- **WHAT IS NEEDED**: Each line that includes the word "Erechim" should be copied from the records.

┄┄┄┄┄┄┄┄┄┄┄┄┄┄┄┄┄┄┄┄

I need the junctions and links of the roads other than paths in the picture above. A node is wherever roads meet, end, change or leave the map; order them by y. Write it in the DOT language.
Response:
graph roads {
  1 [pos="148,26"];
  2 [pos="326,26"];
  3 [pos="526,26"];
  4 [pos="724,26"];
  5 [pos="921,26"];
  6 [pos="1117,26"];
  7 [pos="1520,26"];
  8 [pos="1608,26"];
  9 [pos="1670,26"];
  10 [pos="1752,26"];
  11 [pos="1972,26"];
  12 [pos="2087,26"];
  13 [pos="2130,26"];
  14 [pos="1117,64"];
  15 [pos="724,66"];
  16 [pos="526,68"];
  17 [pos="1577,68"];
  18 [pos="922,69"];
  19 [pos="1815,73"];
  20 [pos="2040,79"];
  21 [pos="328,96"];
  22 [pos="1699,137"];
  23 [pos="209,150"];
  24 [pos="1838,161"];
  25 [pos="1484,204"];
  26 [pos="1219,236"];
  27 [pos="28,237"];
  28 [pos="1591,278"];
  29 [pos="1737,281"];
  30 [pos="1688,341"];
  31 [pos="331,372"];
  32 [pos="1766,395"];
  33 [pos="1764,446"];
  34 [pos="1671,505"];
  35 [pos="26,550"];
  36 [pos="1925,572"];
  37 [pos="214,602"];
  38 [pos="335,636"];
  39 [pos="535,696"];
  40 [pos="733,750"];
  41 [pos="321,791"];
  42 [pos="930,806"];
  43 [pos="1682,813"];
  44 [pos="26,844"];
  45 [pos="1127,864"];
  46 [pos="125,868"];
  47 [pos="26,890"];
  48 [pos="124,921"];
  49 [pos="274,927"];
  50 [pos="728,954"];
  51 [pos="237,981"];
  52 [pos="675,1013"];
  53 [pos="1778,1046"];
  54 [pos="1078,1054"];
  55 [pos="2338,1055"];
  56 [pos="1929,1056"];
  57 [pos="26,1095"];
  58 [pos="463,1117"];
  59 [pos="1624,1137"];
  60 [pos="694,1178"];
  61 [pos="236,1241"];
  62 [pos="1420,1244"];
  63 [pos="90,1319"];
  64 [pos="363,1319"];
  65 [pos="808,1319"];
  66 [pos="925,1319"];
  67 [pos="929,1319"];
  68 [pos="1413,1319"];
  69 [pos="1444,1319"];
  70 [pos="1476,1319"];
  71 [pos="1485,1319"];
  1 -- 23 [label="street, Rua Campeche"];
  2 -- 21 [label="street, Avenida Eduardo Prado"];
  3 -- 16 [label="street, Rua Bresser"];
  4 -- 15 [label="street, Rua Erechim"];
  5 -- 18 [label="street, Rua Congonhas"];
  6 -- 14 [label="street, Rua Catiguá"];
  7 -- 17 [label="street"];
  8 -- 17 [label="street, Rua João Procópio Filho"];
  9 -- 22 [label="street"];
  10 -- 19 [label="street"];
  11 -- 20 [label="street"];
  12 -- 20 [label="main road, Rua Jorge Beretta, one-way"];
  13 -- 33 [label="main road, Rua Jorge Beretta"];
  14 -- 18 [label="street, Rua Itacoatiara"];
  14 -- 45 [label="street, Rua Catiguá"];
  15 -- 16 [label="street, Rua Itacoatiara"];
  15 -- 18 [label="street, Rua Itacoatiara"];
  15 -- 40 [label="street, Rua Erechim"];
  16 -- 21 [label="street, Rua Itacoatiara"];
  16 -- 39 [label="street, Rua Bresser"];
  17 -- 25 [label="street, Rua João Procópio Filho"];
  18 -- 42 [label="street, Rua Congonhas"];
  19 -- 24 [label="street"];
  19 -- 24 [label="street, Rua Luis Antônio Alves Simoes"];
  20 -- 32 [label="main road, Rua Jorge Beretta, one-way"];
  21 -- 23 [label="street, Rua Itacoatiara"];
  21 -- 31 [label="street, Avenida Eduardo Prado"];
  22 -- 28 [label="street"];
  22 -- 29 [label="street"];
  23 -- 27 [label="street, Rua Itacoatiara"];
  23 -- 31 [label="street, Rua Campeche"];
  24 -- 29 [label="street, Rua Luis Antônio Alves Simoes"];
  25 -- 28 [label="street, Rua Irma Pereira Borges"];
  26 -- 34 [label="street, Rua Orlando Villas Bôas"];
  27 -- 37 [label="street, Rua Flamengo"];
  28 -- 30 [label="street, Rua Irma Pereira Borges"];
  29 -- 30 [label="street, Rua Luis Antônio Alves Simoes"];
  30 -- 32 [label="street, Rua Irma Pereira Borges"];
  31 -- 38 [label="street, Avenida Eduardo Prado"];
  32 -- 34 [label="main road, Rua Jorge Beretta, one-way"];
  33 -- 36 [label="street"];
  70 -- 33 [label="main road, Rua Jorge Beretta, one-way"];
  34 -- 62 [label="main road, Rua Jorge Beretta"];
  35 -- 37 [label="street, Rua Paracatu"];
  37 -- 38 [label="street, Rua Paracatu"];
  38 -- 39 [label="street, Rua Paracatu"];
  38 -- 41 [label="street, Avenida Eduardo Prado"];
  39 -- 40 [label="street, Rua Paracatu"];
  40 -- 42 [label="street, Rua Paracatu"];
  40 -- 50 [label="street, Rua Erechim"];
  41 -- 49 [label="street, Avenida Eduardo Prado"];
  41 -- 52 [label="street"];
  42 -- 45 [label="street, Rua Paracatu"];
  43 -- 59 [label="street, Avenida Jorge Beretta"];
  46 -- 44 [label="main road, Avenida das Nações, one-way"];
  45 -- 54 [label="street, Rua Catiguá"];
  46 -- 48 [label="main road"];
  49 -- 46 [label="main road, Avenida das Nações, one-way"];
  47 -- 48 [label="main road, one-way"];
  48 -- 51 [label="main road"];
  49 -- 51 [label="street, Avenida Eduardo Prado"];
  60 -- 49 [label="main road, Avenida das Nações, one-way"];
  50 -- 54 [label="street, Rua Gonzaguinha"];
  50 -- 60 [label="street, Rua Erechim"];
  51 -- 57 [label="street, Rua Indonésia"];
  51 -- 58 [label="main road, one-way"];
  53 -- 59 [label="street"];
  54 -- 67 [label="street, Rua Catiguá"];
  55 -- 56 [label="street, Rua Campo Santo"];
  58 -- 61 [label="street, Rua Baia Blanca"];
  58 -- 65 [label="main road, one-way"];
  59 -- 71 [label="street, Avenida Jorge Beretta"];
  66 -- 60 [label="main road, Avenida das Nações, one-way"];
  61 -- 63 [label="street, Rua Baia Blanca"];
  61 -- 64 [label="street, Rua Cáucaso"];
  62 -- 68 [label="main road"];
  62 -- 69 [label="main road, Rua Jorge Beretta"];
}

┄┄┄┄┄┄┄┄┄┄┄┄┄┄┄┄┄┄┄┄

- **FINAL ANSWER**:
  4 -- 15 [label="street, Rua Erechim"];
  15 -- 40 [label="street, Rua Erechim"];
  40 -- 50 [label="street, Rua Erechim"];
  50 -- 60 [label="street, Rua Erechim"];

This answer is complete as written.